- [EXERCISE]:
Return the following data exactly, with all pictures left out.

- [DATA SUPPLIED]:
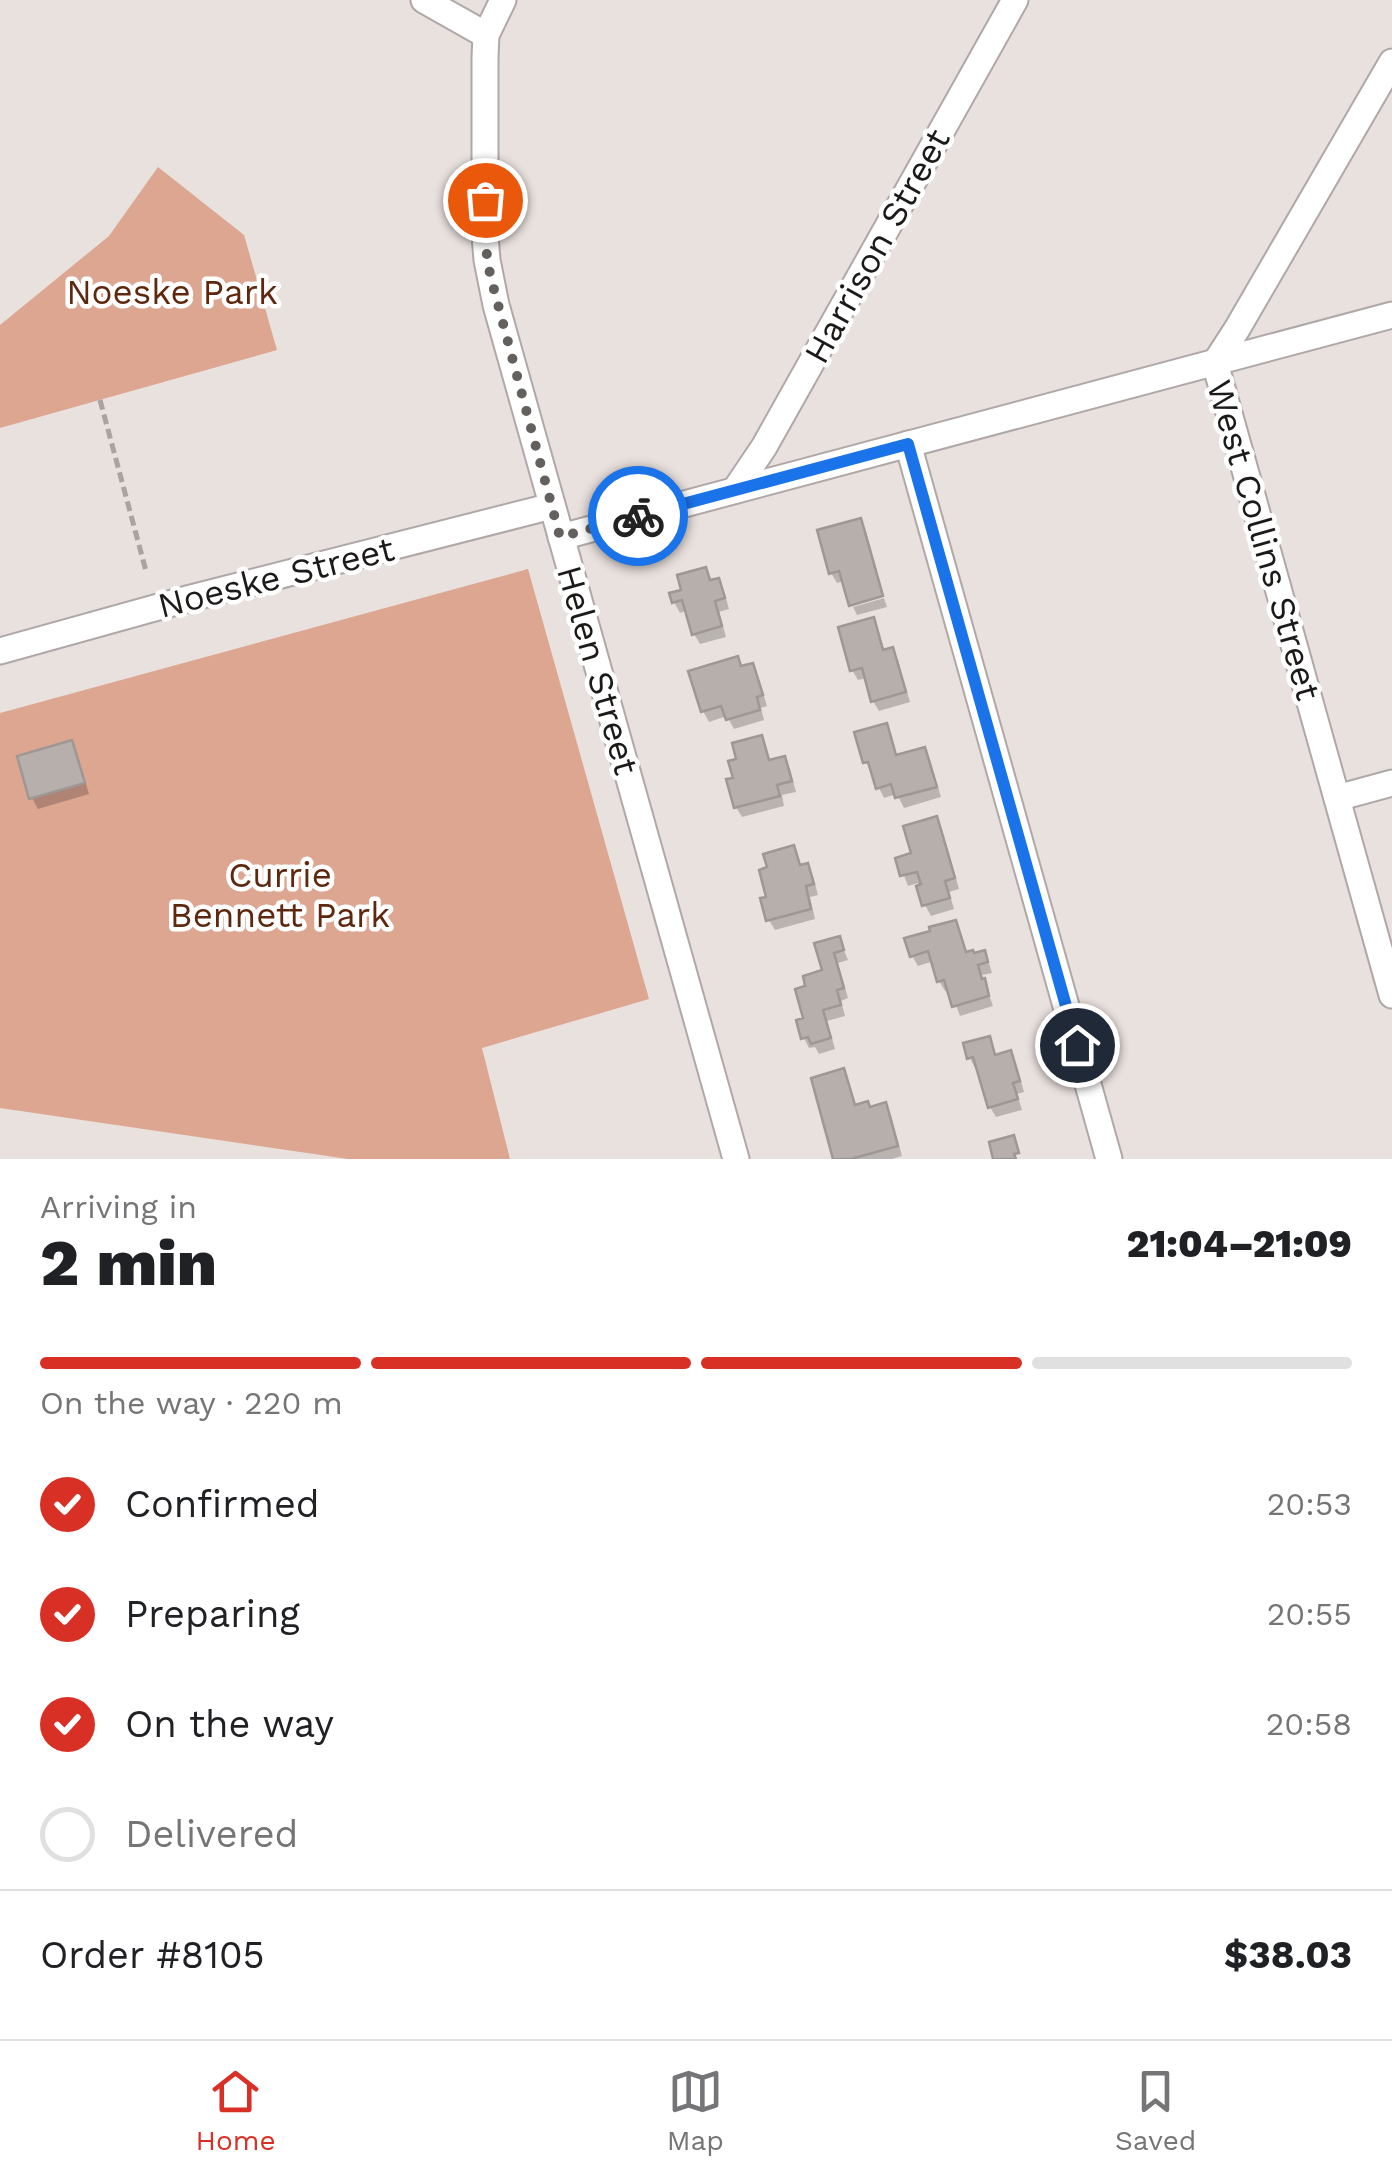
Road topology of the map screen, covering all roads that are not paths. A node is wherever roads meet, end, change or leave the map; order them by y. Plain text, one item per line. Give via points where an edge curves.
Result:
1 (424, 0) edge
2 (503, 0) edge
3 (1015, 0) edge
4 (486, 35) junction
5 (1392, 62) edge
6 (1392, 315) edge
7 (1215, 362) junction
8 (908, 444) junction
9 (735, 490) junction
10 (552, 506) junction
11 (560, 537) junction
12 (0, 651) edge
13 (1392, 784) edge
14 (1337, 798) junction
15 (1392, 995) edge
16 (736, 1159) edge
17 (1109, 1159) edge

1 - 4 street
2 - 4 street, Helen Street
3 - 9 street, Harrison Street
4 - 10 street, Helen Street via 487,260
5 - 7 street, West Collins Street
6 - 7 street
7 - 8 street
7 - 14 street, West Collins Street
8 - 9 street
8 - 17 street
9 - 11 street
10 - 11 street, Helen Street
10 - 12 street, Noeske Street
11 - 16 street, Helen Street
13 - 14 street
14 - 15 street, West Collins Street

- [OUTPUT OF THE EXERCISE]:
Road topology of the map screen, covering all roads that are not paths. A node is wherever roads meet, end, change or leave the map; order them by y. Plain text, one item per line. Give via points where an edge curves.
Result:
1 (424, 0) edge
2 (503, 0) edge
3 (1015, 0) edge
4 (486, 35) junction
5 (1392, 62) edge
6 (1392, 315) edge
7 (1215, 362) junction
8 (908, 444) junction
9 (735, 490) junction
10 (552, 506) junction
11 (560, 537) junction
12 (0, 651) edge
13 (1392, 784) edge
14 (1337, 798) junction
15 (1392, 995) edge
16 (736, 1159) edge
17 (1109, 1159) edge

1 - 4 street
2 - 4 street, Helen Street
3 - 9 street, Harrison Street
4 - 10 street, Helen Street via 487,260
5 - 7 street, West Collins Street
6 - 7 street
7 - 8 street
7 - 14 street, West Collins Street
8 - 9 street
8 - 17 street
9 - 11 street
10 - 11 street, Helen Street
10 - 12 street, Noeske Street
11 - 16 street, Helen Street
13 - 14 street
14 - 15 street, West Collins Street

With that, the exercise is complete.